▸ **WORK REQUEST**: In these records, how many lines contain "junctions"? Please reply with the number only.

▸ **EXERCISE DATA**:
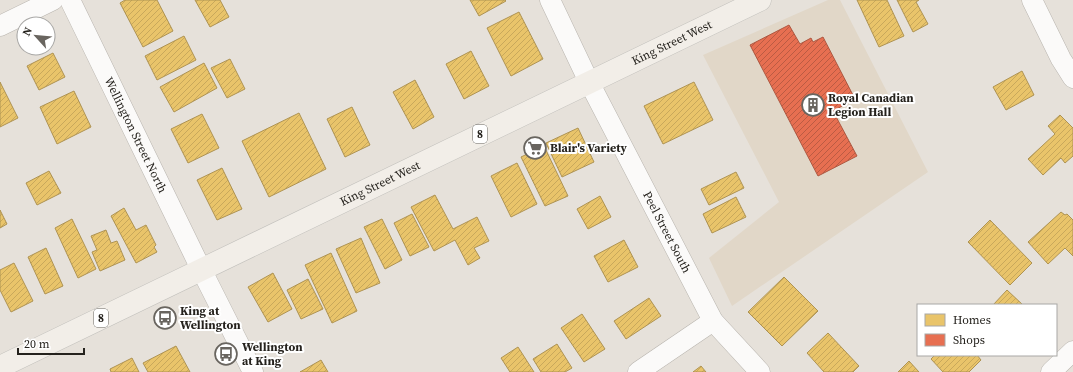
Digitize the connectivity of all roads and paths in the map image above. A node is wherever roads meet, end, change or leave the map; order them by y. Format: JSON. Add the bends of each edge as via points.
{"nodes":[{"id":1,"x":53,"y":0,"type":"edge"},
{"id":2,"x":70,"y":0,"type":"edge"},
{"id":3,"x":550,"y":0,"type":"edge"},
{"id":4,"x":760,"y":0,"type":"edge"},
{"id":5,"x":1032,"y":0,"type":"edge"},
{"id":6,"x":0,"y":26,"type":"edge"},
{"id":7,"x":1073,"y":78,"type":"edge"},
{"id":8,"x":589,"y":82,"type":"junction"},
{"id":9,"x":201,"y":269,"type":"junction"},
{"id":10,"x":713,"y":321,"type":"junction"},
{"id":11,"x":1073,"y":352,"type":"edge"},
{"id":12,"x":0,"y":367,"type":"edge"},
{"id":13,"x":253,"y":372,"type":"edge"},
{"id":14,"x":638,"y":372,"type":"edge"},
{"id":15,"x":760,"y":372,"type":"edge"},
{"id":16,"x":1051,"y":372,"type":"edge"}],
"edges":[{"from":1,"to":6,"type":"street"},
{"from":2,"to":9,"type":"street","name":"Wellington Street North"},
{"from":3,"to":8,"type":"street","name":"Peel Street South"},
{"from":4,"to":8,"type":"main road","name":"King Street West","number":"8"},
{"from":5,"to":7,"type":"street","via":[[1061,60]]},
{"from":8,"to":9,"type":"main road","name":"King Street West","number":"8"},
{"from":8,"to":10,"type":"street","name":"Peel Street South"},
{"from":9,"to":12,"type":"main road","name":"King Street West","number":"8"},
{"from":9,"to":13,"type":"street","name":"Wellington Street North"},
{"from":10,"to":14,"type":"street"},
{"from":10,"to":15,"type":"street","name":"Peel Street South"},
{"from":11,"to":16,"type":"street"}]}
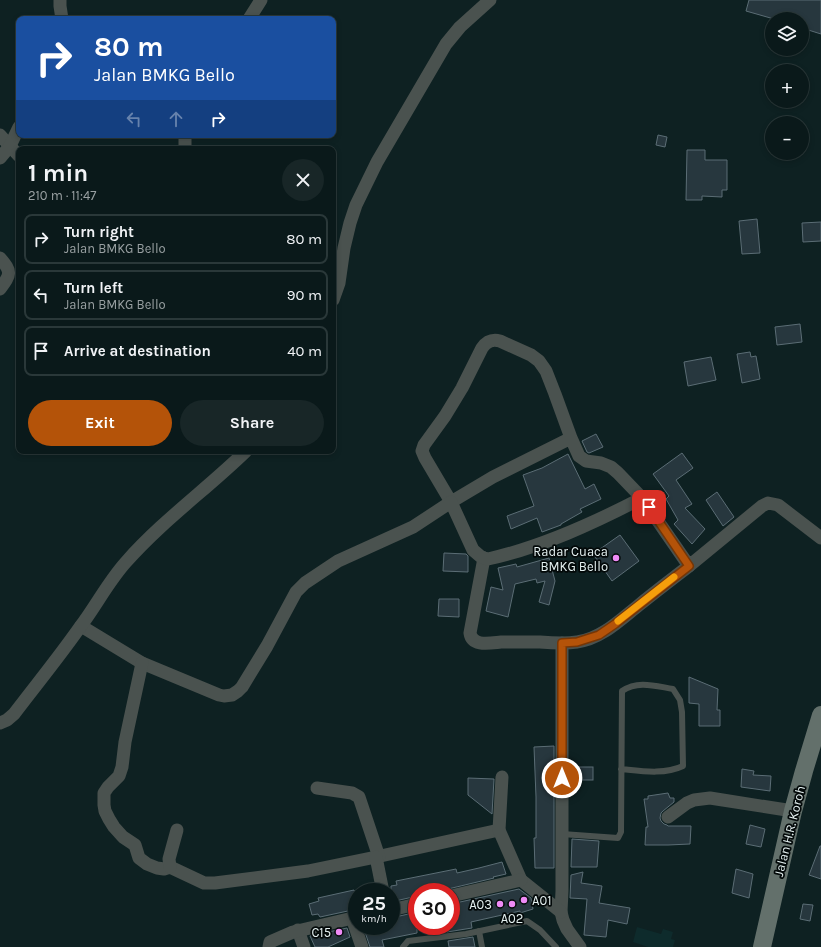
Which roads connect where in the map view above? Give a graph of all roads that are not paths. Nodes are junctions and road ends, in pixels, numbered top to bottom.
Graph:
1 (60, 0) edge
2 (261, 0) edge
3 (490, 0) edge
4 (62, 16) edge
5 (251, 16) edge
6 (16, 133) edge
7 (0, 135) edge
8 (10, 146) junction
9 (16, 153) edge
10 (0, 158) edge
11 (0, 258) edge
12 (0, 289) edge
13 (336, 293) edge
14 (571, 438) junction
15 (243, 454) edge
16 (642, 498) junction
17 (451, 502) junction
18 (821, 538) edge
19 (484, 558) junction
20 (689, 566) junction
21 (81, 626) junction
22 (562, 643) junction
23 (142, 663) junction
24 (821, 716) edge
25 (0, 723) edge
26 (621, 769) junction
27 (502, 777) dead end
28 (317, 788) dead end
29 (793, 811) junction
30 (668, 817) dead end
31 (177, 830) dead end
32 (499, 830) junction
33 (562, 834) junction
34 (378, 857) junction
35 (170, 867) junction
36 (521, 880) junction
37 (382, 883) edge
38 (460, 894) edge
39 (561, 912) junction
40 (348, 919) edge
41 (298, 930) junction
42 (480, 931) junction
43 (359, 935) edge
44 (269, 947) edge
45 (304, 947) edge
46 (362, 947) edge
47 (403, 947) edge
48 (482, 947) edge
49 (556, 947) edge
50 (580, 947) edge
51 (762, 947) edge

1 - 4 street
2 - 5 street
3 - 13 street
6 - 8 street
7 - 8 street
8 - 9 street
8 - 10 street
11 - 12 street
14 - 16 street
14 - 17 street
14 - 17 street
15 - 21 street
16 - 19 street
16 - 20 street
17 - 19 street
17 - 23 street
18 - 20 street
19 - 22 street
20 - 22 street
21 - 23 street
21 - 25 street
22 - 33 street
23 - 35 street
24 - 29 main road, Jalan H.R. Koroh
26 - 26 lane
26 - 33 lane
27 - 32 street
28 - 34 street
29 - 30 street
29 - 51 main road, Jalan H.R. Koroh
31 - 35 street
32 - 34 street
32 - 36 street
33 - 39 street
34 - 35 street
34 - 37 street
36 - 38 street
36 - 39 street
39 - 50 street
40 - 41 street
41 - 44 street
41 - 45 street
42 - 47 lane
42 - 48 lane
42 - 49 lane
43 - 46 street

==

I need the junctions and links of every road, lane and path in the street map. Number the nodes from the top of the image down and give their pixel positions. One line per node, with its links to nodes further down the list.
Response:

▸ **OUTPUT OF THE TASK**: 2